July 18th, 2009 · No Comments

As an eleven year old, I witnessed the carnage caused by a mother’s interference with her son’s placement. (See AP Article “Parental role in selecting child’s teacher up for debate” by Diana Marszalek that appeared 17 July 2009 in the San Francisco Chronicle.)

Our school had three sixth-grade classrooms and placement was made based on how smart the administration thought we were. (These were the days when sixth grade was part of elementary school and class assignments were based on “intelligence” evaluations.)

Little Johnny was in the “dumb” class and his mother wanted him in the “smart” class. (I don’t know how we kids knew this, but we did.)

About three weeks into the school year, one sunny fall morning as thirty of us sat in our “smart” class and watched, Little Johnny was brought in and shown to a desk in the back of the room near mine.

I felt sorry for him the moment he arrived.

We were about to take our daily arithmetic quiz, a rapid-fire verbal list of addition, subtraction, multiplication, and division you could follow by only putting your mind in a zen-like trance and just writing down the answers.

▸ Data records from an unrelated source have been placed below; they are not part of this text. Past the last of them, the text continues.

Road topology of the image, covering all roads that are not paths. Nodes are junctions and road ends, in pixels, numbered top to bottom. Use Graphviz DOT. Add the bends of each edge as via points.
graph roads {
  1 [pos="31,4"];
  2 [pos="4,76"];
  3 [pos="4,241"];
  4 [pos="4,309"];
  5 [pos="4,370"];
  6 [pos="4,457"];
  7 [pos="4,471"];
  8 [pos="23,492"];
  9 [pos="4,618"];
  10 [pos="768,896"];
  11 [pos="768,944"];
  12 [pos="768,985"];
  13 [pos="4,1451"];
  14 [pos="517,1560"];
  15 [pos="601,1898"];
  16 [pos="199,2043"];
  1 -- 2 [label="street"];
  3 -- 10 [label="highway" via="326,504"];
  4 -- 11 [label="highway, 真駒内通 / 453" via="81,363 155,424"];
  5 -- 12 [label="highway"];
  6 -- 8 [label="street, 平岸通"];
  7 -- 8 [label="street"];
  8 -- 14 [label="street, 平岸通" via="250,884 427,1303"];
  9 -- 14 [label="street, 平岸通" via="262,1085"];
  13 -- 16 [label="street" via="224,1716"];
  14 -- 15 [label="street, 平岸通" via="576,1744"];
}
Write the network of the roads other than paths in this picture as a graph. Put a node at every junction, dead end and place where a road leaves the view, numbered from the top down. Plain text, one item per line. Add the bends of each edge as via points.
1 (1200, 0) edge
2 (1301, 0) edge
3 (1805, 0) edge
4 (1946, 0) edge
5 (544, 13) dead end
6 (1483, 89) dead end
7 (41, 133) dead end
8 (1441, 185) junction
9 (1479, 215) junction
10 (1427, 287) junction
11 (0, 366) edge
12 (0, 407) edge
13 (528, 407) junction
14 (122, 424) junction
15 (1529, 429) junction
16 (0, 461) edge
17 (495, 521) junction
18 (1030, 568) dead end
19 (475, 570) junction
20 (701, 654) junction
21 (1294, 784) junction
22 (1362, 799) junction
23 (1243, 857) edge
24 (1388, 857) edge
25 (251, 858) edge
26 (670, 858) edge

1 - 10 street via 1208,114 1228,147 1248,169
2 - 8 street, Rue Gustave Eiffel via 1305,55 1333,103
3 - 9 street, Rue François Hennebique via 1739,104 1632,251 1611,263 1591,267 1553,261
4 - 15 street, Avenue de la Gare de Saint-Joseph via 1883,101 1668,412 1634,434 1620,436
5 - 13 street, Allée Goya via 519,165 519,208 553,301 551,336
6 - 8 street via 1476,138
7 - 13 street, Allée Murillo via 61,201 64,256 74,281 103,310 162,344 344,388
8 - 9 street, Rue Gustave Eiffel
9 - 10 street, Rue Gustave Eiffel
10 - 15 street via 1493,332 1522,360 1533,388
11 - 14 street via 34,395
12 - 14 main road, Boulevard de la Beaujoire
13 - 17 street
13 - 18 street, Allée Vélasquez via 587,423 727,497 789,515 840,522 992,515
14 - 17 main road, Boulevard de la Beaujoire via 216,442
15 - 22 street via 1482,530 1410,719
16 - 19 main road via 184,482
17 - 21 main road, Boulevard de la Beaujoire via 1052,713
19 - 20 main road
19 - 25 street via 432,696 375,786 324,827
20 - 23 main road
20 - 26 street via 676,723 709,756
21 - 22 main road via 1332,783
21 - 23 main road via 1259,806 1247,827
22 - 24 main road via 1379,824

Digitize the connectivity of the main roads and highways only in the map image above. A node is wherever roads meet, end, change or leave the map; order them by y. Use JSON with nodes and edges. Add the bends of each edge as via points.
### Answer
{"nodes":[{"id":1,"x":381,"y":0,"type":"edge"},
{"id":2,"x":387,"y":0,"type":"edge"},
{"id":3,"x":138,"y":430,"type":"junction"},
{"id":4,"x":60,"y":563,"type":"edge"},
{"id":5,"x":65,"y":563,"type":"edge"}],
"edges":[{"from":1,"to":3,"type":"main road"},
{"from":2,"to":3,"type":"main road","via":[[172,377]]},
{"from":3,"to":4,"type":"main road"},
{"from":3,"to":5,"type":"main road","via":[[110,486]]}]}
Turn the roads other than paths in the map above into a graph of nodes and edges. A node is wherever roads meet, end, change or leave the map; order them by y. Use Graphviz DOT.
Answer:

Our teacher had spent the first three weeks of the term bringing us up to this level—she’d started with just addition, slowly, and added the other operations one at a time.

As Little Johnny was given his strip of paper on which to write his answers, I wanted to reach out to him and tell him, No one could do this on the first try. Don’t worry, hang in there! Of course I couldn’t say anything. It was the midst of class, and we were not allowed to talk.

Little Johnny was in tears within minutes. Real crying. The whole class gawked.

There was quite a bit of whispering among us kids as we dove for the door at recess.

Little Johnny ran across the play yard and disappeared in a gaggle of boys. He didn’t come back to the “smart” class.

I expect everyone thought he was stupid when really he just had not had the opportunity to be trained.